The KL penalty prevents this by penalizing the encoder's distribution \(q_{\varphi}(z\mid x)\) from drifting too far from the prior \(p(z)=\mathcal{N}(0,I)\). This keeps the latent codes centered near the origin while maintaining reasonable variance, ensuring that the latent space remains structured and usable for generation.
The first term, on the other hand, is directly the reconstruction error. We'll return to that.
But now we still have the aforementioned non-deterministic sampling in training. This we can overcome through so-called reparameterization. We simply assume that
\[ z = \mu + \sigma\cdot\epsilon\]
where \(\epsilon\) is a random variable from distribution \(\mathcal{N}(0,I)\). This construction enables backpropagation because now \(z\) is computed directly from the weights produced by the encoder, but it simultaneously preserves the stochastic nature of the network through \(\epsilon\).
Mathematically, \(\epsilon\) is "harmless" because during training it is sampled repeatedly from distribution \(\mathcal{N}(0,I)\), hence the mean of samples converges to zero, i.e., it doesn't shift the distribution anywhere. At the same time, \(I\) ensures that the randomness stays in the same form as we assume of the prior. Technically, we thus have a different computation method in the inference phase than what backpropagation sees.

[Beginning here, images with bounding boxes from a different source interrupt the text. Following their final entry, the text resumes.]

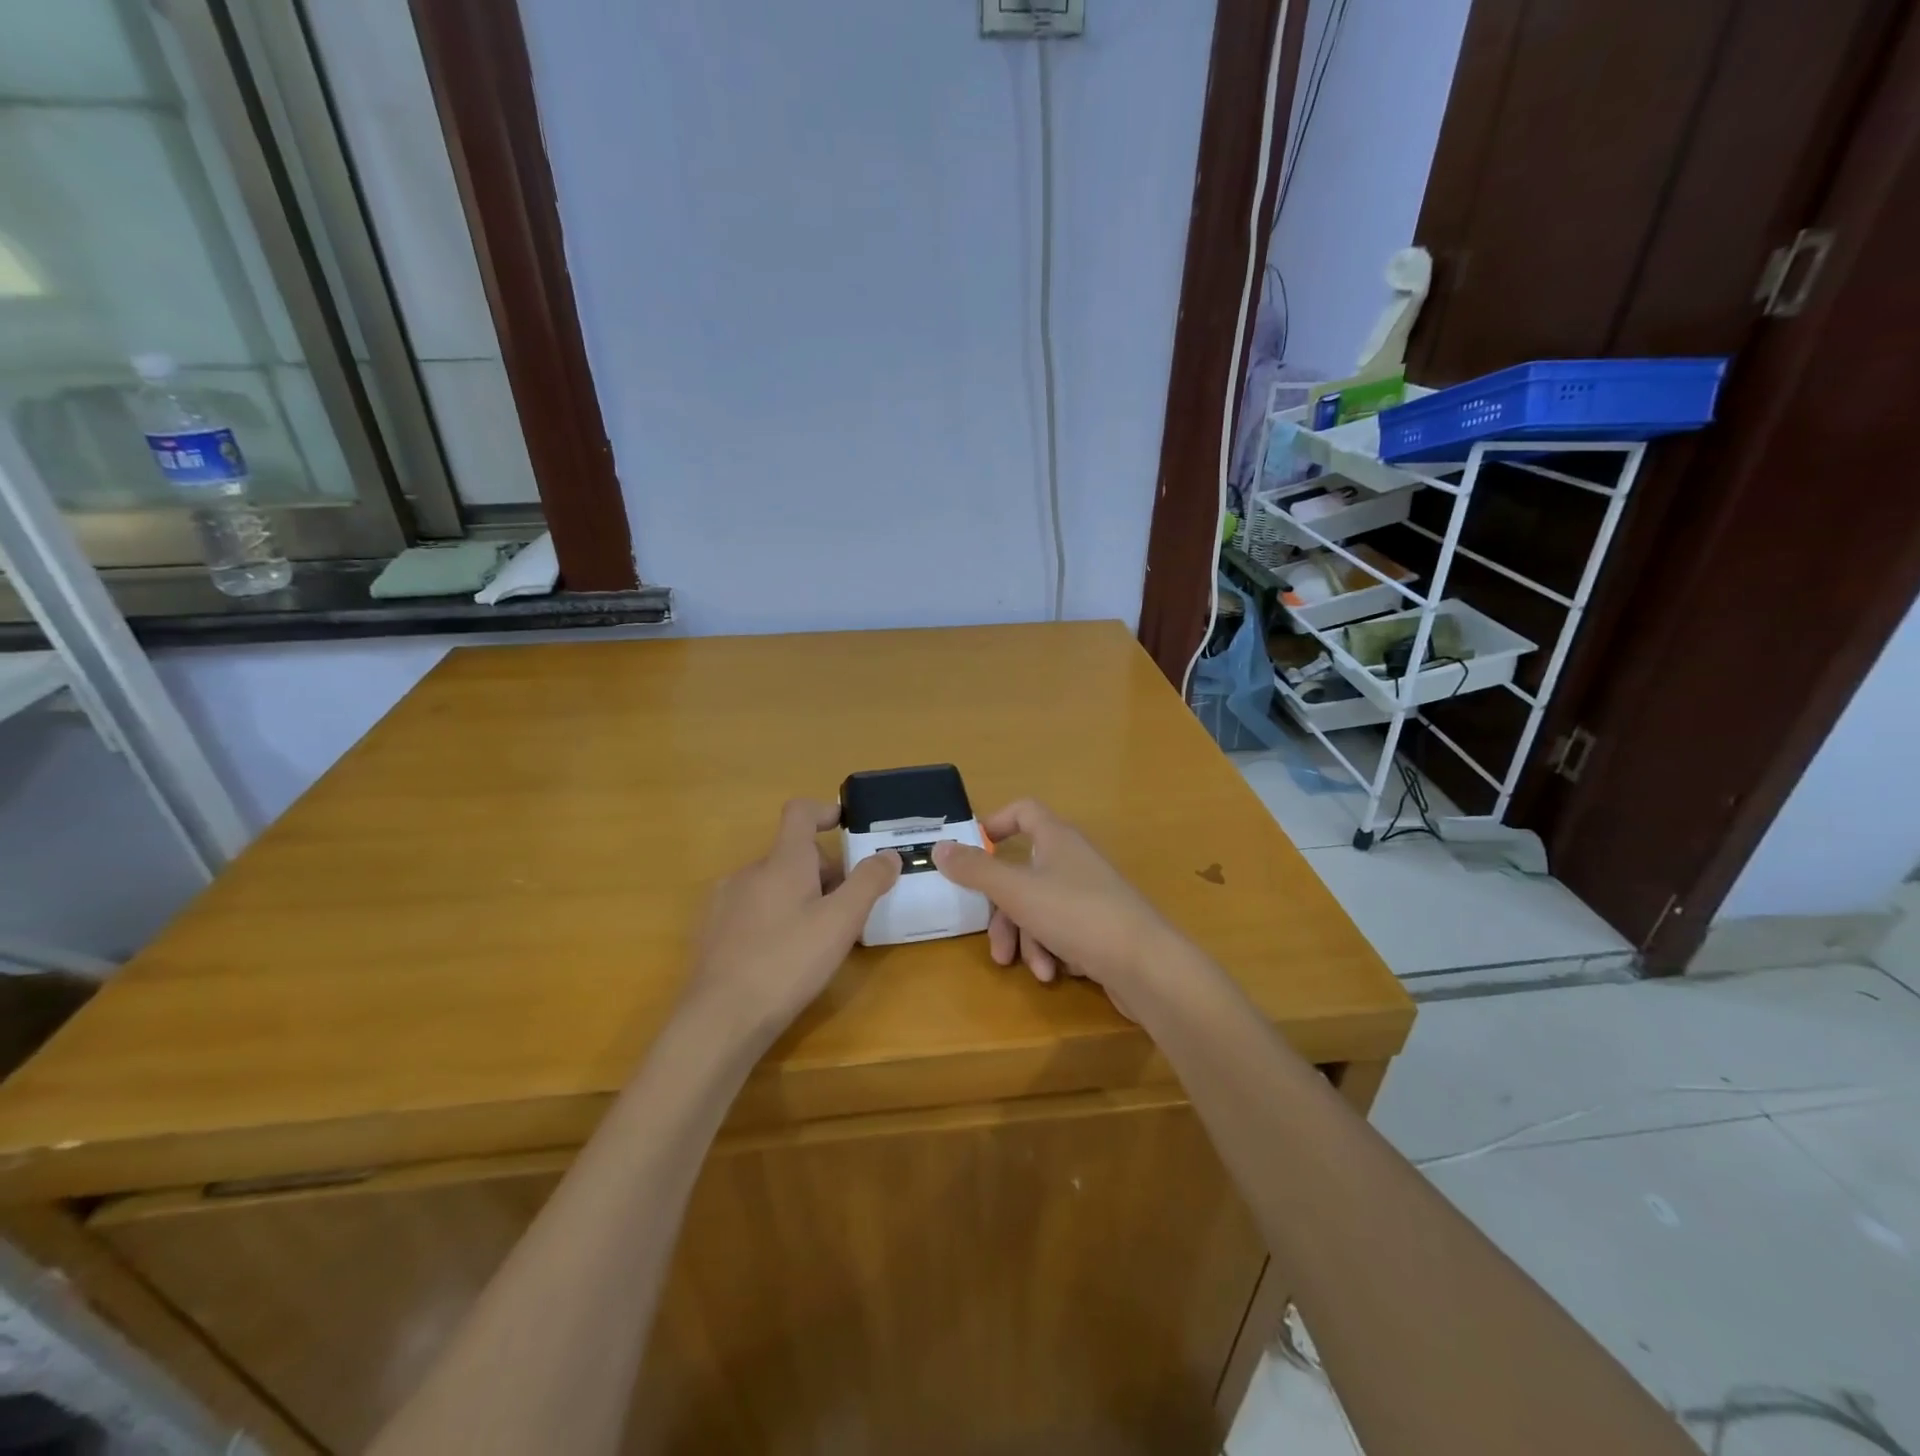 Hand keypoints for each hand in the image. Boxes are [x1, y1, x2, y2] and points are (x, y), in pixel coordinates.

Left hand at [687, 799, 899, 1037]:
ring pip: (772, 884)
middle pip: (792, 855)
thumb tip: (889, 854)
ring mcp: (724, 901)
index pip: (800, 813)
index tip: (846, 826)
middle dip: (823, 872)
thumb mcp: (841, 923)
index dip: (825, 811)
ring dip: (799, 896)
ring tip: (817, 937)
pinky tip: (781, 956)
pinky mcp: (710, 931)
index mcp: (782, 861)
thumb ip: (868, 882)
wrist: (720, 1019)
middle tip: (847, 909)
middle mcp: (749, 871)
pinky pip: (750, 909)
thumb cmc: (788, 962)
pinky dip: (773, 917)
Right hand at [931, 800, 1177, 1005]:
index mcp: (1057, 839)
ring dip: (1028, 940)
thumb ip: (976, 870)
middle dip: (1005, 913)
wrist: (1147, 966)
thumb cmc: (1077, 915)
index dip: (996, 824)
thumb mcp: (1017, 891)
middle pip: (1022, 874)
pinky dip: (1052, 950)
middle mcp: (1073, 861)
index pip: (1024, 811)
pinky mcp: (1100, 927)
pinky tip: (1056, 972)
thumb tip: (939, 847)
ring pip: (1039, 909)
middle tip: (996, 945)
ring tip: (1035, 969)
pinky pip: (1062, 931)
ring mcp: (1089, 895)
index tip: (972, 851) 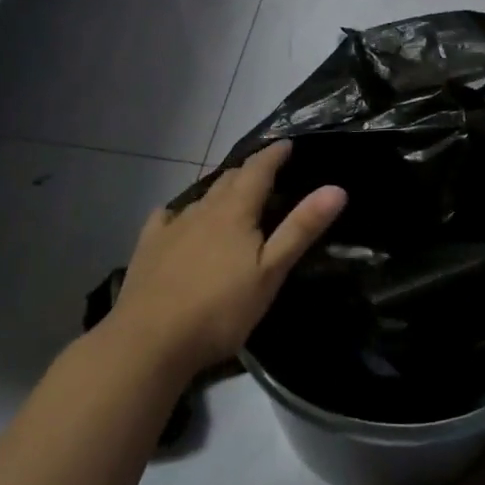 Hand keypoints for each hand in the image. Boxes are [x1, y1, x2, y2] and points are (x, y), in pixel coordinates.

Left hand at [112, 141, 345, 375]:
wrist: (150, 340)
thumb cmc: (220, 309)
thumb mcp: (271, 272)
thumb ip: (301, 228)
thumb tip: (336, 188)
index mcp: (234, 212)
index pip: (258, 170)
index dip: (273, 155)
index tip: (287, 143)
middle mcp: (202, 210)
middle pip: (228, 180)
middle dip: (249, 171)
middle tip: (265, 172)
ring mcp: (171, 227)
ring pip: (200, 198)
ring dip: (219, 191)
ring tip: (231, 196)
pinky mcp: (148, 247)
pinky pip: (166, 218)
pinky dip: (180, 213)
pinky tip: (176, 220) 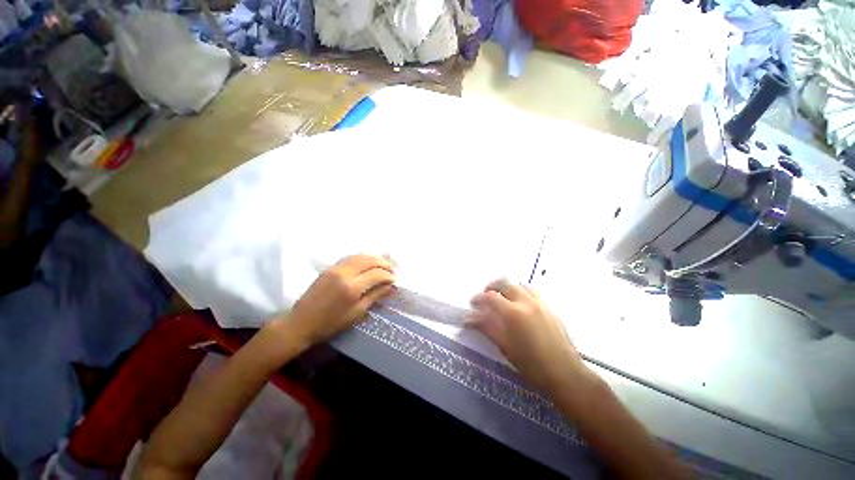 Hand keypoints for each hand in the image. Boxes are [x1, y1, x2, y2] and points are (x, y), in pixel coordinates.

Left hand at [281, 254, 394, 346]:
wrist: (300, 323)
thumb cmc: (330, 324)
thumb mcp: (356, 313)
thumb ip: (374, 296)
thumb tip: (390, 286)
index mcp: (352, 288)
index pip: (377, 274)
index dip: (389, 276)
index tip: (395, 280)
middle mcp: (344, 273)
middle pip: (370, 260)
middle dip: (384, 263)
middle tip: (392, 270)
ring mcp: (335, 268)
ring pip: (360, 256)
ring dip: (374, 258)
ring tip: (383, 265)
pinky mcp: (329, 268)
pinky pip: (350, 257)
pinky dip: (362, 258)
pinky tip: (367, 263)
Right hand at [465, 279, 587, 395]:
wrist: (565, 373)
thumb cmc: (532, 365)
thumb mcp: (505, 347)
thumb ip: (486, 327)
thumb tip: (468, 318)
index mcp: (513, 313)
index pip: (490, 297)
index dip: (478, 298)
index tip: (472, 304)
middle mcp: (526, 301)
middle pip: (504, 283)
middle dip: (491, 287)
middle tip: (485, 298)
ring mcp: (540, 302)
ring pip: (519, 284)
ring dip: (507, 287)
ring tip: (501, 299)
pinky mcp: (549, 307)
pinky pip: (532, 291)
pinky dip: (521, 291)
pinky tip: (519, 304) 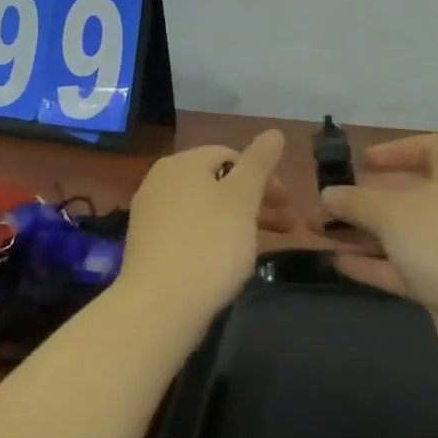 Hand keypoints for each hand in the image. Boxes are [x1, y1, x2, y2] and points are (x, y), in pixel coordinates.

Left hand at [118, 130, 291, 323]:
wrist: (159, 306)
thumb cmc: (209, 245)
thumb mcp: (243, 199)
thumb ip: (260, 163)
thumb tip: (274, 131)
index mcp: (182, 163)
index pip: (231, 155)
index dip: (264, 176)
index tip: (288, 203)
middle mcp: (161, 181)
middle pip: (219, 182)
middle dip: (257, 201)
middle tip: (288, 225)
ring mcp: (151, 215)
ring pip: (206, 208)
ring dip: (241, 220)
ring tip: (266, 245)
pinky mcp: (149, 246)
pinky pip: (191, 230)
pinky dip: (216, 237)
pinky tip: (231, 259)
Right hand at [320, 134, 437, 362]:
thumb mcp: (393, 213)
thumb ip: (356, 201)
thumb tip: (329, 194)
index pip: (430, 147)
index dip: (395, 151)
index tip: (362, 162)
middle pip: (411, 192)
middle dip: (366, 199)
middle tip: (328, 205)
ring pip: (406, 232)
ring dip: (365, 232)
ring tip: (322, 234)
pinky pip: (408, 264)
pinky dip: (377, 263)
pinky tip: (341, 263) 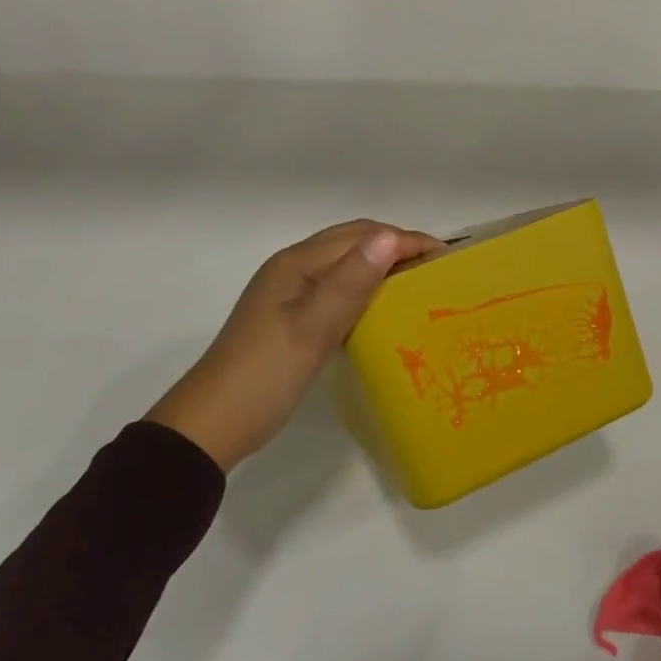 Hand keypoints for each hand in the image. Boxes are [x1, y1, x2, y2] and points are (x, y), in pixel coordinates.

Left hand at [146, 220, 443, 471]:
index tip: (448, 258)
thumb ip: (351, 281)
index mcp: (297, 263)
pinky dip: (365, 289)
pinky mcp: (291, 317)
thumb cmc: (265, 374)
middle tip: (438, 270)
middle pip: (353, 243)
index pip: (362, 236)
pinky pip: (338, 290)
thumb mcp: (313, 328)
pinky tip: (382, 311)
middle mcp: (293, 268)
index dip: (406, 240)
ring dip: (382, 267)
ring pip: (346, 265)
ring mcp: (289, 293)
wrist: (212, 425)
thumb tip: (390, 236)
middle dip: (397, 247)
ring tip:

Finally, the definition of reconstruction error remains. This now depends on what kind of distribution we assume \(p_{\theta}(x\mid z)\) to follow. Often the assumption is made that it is a normal distribution, which yields
\[p_{\theta}(x\mid z)\sim\mathcal{N}(x\mid\mu _{\theta(z)},\sigma^2)\]
and we get the error term
\[\log(p_{\theta}(x\mid z)) = \frac{-1}{2\sigma^2}\|x-\mu_{\theta(z)}\|^2 + C\]
where \( C \) is a constant. In this case the error term is proportional to MSE.
But, if instead we assume Bernoulli-distribution
\[p_{\theta}(x\mid z)\sim\prod_i Bernoulli(x_i \mid p_i(z))\]
then decoder produces probability per pixel. Given that we are working with gray scale images that are already scaled to the range \([0,1]\), this is tempting option. In this case the error term would be
\[\log(p_{\theta}(x\mid z)) = \sum_i [x_i\log(p_i)+(1-x_i)\log(1-p_i)]\]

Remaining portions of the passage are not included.